» **WORK TO BE COMPLETED**
Wherever a line holds the word "above", copy that line from the data.

» **RECORDS FOR PROCESSING**
########################################
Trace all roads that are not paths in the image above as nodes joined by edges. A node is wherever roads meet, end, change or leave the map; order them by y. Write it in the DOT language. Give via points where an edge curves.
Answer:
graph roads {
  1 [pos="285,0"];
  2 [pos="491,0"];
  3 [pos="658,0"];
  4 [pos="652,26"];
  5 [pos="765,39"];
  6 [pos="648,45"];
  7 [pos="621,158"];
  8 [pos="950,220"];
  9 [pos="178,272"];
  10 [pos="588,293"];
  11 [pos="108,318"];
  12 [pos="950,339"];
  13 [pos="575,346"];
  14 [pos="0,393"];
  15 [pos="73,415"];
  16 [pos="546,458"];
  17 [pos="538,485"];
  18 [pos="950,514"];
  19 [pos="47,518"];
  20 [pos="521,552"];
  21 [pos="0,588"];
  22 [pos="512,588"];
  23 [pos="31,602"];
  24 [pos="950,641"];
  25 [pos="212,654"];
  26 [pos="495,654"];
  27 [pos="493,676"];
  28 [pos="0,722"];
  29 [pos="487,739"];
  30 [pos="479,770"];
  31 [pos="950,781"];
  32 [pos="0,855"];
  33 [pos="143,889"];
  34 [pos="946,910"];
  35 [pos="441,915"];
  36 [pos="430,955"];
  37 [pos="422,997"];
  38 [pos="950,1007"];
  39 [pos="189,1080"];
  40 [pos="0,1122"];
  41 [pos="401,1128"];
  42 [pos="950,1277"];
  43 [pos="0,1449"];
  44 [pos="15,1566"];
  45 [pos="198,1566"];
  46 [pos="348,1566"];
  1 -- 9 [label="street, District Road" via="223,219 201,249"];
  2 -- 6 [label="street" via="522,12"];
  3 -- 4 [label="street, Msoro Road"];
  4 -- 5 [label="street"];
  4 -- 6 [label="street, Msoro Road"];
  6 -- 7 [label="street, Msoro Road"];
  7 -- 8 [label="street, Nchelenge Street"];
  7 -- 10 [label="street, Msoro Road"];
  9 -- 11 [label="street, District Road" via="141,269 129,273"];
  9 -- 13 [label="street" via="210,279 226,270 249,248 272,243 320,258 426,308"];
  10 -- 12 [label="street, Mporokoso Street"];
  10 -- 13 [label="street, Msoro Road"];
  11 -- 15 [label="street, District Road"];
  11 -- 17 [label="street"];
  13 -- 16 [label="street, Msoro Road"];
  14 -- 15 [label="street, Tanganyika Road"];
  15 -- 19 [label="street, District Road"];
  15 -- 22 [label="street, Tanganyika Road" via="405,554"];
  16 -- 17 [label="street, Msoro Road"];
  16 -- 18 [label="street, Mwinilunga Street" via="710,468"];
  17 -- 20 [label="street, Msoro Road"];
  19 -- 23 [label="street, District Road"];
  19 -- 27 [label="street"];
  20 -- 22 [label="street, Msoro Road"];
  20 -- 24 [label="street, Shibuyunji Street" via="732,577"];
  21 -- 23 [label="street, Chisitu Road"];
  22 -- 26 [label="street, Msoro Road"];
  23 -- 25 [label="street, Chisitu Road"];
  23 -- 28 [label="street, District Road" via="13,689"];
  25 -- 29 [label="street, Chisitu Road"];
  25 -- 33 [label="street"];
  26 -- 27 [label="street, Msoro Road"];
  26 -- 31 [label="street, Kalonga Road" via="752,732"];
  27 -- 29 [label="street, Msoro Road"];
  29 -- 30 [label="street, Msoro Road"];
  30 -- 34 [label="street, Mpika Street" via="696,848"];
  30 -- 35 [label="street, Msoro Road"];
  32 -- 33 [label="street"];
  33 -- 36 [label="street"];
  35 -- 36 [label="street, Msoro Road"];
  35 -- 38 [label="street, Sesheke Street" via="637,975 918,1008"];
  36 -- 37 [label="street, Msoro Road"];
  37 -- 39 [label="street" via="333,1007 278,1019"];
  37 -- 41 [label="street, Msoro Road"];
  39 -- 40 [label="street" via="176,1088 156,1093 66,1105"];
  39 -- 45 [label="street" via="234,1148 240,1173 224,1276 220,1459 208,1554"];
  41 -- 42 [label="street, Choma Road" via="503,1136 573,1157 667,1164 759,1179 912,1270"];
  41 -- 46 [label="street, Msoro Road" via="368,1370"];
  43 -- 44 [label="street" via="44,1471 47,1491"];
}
########################################
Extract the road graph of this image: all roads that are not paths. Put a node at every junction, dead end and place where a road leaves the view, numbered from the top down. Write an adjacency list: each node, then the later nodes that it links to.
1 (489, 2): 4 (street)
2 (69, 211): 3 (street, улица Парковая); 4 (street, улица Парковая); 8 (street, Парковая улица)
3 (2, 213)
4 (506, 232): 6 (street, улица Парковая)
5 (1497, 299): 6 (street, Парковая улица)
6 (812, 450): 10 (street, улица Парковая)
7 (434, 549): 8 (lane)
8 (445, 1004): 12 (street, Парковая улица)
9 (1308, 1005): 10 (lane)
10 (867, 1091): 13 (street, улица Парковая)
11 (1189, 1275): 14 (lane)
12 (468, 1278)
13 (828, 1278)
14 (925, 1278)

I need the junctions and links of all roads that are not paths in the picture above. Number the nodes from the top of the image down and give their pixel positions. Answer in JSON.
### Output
########################################
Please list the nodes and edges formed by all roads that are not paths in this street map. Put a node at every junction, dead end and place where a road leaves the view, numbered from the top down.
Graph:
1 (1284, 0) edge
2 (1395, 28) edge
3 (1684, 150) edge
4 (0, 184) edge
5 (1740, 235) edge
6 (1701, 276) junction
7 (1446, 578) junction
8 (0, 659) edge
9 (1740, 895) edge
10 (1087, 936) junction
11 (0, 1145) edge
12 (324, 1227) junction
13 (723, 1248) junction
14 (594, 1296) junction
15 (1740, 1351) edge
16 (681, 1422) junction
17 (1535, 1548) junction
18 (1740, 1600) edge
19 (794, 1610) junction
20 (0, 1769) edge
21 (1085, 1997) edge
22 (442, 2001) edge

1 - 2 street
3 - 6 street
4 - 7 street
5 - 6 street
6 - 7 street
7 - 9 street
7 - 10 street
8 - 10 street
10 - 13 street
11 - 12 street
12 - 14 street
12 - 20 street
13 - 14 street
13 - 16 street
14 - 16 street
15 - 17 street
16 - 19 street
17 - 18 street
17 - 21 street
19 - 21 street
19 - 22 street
########################################
» **EXERCISE OUTPUT**
Trace all roads that are not paths in the image above as nodes joined by edges. A node is wherever roads meet, end, change or leave the map; order them by y. Write it in the DOT language. Give via points where an edge curves.
I need the junctions and links of all roads that are not paths in the picture above. Number the nodes from the top of the image down and give their pixel positions. Answer in JSON.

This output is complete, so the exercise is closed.